Cullis Paul S, Siminas Sotirios, Salim Adeline, Johnson Robert, Losty Paul D
Department of Surgical Paediatrics, The Royal Hospital for Sick Children, Yorkhill, Glasgow, UK.
Department of Paediatric Surgery, Royal Manchester Children's Hospital, Manchester, UK.
Pediatr Surg Int. 2015 Dec;31(12):1127-31. doi: 10.1007/s00383-015-3755-3. Epub 2015 Aug 5.

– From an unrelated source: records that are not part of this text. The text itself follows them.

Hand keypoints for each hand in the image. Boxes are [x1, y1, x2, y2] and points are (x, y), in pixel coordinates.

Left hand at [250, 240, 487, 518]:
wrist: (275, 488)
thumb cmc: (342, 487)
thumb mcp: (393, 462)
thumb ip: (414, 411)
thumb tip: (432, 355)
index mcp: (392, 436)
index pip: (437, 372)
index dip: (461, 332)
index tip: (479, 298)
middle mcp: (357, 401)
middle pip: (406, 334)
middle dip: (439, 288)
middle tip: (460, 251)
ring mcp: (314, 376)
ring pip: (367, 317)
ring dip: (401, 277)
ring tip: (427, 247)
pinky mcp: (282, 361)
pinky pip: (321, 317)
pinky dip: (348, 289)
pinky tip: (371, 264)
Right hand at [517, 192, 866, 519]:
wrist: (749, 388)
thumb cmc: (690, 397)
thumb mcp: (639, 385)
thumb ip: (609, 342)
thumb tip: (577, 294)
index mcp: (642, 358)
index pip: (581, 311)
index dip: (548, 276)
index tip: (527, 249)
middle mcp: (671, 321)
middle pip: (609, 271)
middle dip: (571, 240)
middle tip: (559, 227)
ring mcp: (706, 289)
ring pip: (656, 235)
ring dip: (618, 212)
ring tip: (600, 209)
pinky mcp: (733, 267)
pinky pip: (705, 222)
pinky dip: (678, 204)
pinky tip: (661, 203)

The association of heterotaxy with intestinal rotation anomalies is well described. However debate exists with regard optimal management notably should 'asymptomatic' bowel rotation anomalies undergo operation? The present study therefore sought to determine: (1) the risk(s) of volvulus in patients diagnosed with heterotaxy and (2) define morbidity associated with operation for 'asymptomatic' anomalies in a fragile patient cohort with co-existent congenital heart disease.
Medical case record reviews of ALL heterotaxy patients born during January 1993-December 2013 and attending a UK paediatric centre were analyzed.
Of a total of 92 patients, 16 (17.4%) cases underwent foregut imaging studies. Three examinations were performed in 'symptomatic' patients. Twelve studies reported 'abnormal anatomy' with only five patients undergoing surgical correction. No complication(s) were recorded after Ladd's operation to correct defects. A single fatality occurred within 30 days postoperatively from cardiac failure. In 87 patients in whom Ladd's operation was not undertaken, no single patient developed intestinal volvulus (median length of follow-up 27.2 months, total 446.1 person years).
This study strongly supports a 'watchful waiting' policy for heterotaxy patients. Many children who ultimately die from heart disease may avoid unnecessary abdominal surgery.
内脏反位与肠旋转异常的关联已得到充分描述。然而,关于最佳治疗方案仍存在争议,尤其是“无症状”的肠旋转异常是否应接受手术?因此,本研究旨在确定:(1)诊断为内脏反位的患者发生肠扭转的风险;(2)明确在合并先天性心脏病的脆弱患者队列中,针对“无症状”异常进行手术所伴随的发病率。
对1993年1月至2013年12月期间出生并在英国一家儿科中心就诊的所有内脏反位患者的病历进行回顾性分析。
在总共92例患者中,16例(17.4%)接受了前肠影像学检查。其中3例检查是针对“有症状”的患者进行的。12项检查报告了“解剖结构异常”,只有5例患者接受了手术矫正。在进行Ladd手术矫正缺陷后,未记录到并发症。术后30天内有1例因心力衰竭死亡。在未进行Ladd手术的87例患者中,没有1例发生肠扭转(中位随访时间27.2个月,总计446.1人年)。
本研究强烈支持对内脏反位患者采取“观察等待”策略。许多最终死于心脏病的儿童可以避免不必要的腹部手术。